Jerzy Urbanowicz: Dzwonię z Suwałk. Jestem pod wrażeniem waszej akcji. Może wreszcie młodzież zacznie czytać książki i oderwie się od komputerów. Gratuluję pomysłu! W moim sklepie z rana poszło 30 egzemplarzy "Porannego" w ciągu godziny.
Jerzy z Białegostoku: Książki do gazety? To świetny pomysł, bo w Polsce chyba już wydawcy zwariowali, dołączając do gazet torebki, zupki, nasiona, itp. Szkoda tylko, że zrobiliście tak mały nakład, bo już przed w piątek południem "Porannego" nie można było nigdzie kupić. Tu daję wam minus.

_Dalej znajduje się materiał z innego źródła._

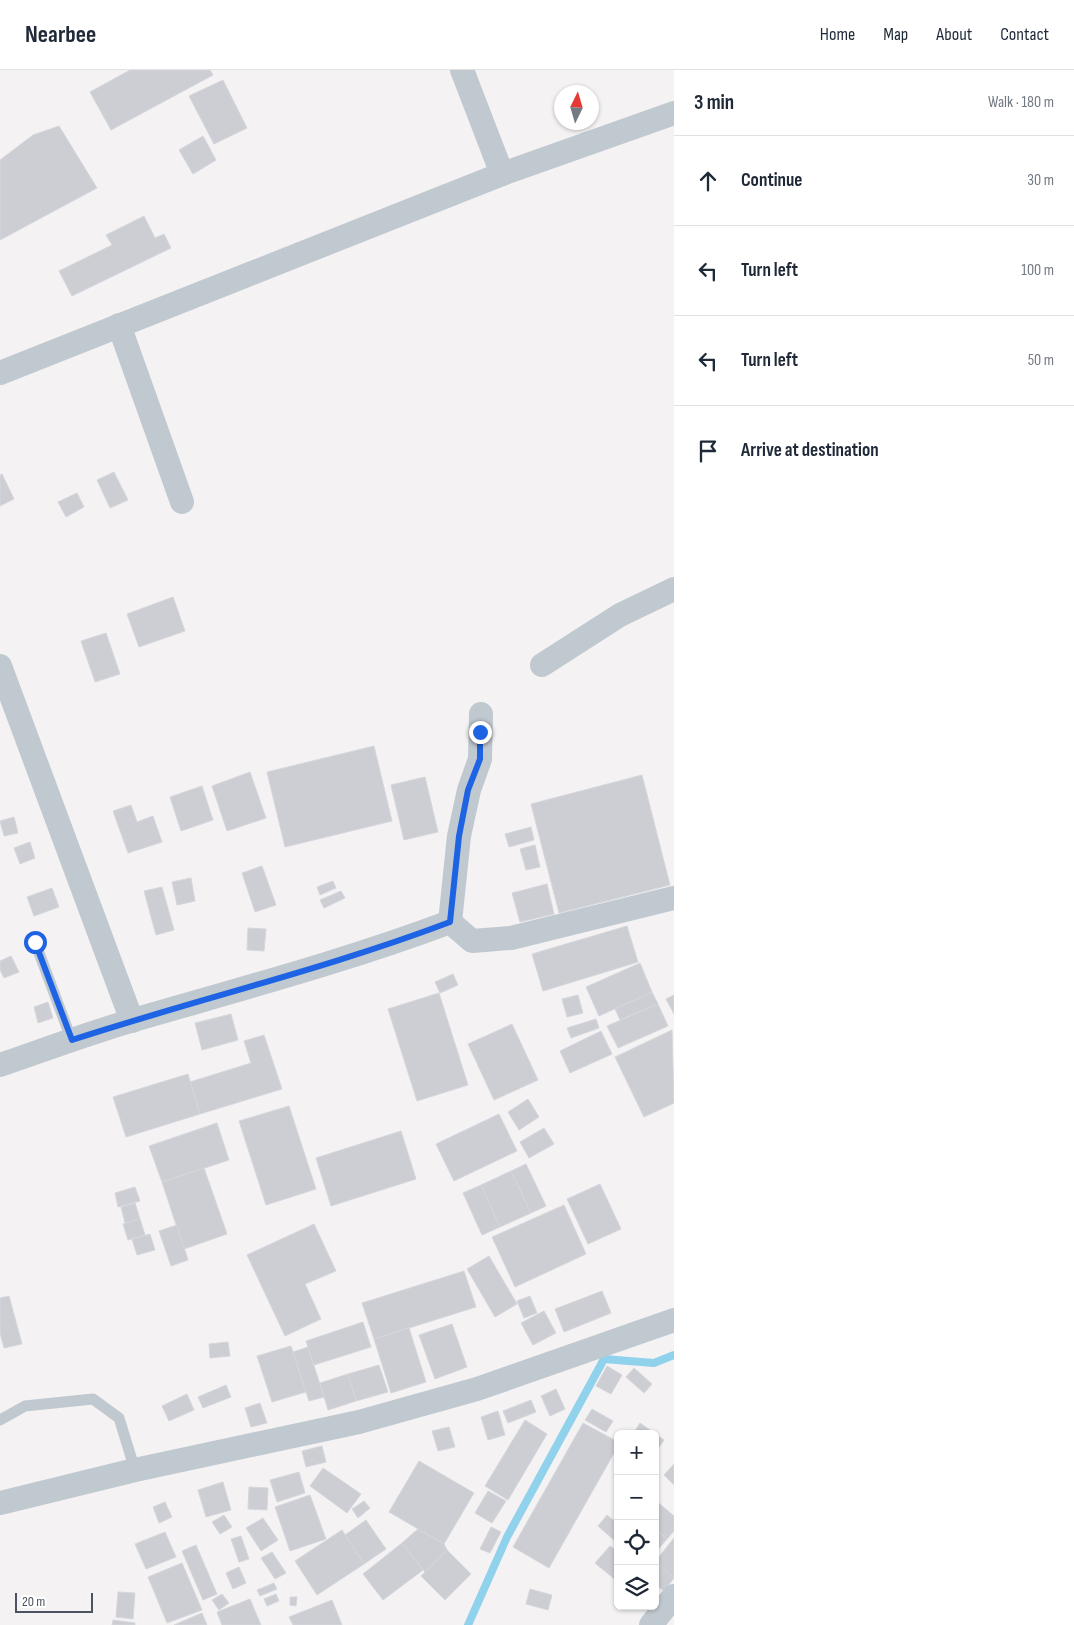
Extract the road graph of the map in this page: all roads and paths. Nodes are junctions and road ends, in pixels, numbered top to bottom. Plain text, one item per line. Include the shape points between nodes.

Grażyna z Wasilkowa: Trochę jestem zła na was - chciałam w piątek po południu kupić "Poranny" z książką, a w sklepach powiedzieli mi, że mogę o tym zapomnieć, bo cały nakład sprzedał się już rano. Ale to nic - obiecuję, że następnym razem już w piątek rano ustawię się po waszą gazetę, bo nawet za 9,90 gazeta z książką to wspaniały pomysł.
Andrzej z Białegostoku: Nareszcie coś dla ludzi! Miałem już dość płyt, słoników, talizmanów! Poza tym można "wrócić" do książek z dzieciństwa, jeszcze raz je przeczytać. I cena jest bardzo atrakcyjna. Tak trzymajcie!
Krystyna z Białegostoku: Spodziewałam się, że książki będą marnie wydane, tym bardziej, iż cena - 1,60 zł! - była niezwykle atrakcyjna. A tu proszę - twarda obwoluta, niezły papier, dobre tłumaczenie. Już zaczęłam czytać "20 000 mil...". Książka na weekend, razem z gazetą, to rewelacyjny pomysł. I może dzieci też sięgnął po pasjonującą lekturę zamiast ślęczeć przed telewizorami i komputerami. Brawo!
Zbyszek ze Słonecznego Stoku: Dajcie więcej gazet na moje osiedle! Przecież nie można was było kupić już w piątek rano. Mam nadzieję, że w przyszły piątek nie będzie już problemów z kupnem Magazynu z "Robinsonem Kruzoe". To jedna z moich ulubionych książek! Pozdrawiam i czekam z niecierpliwością na Magazyn!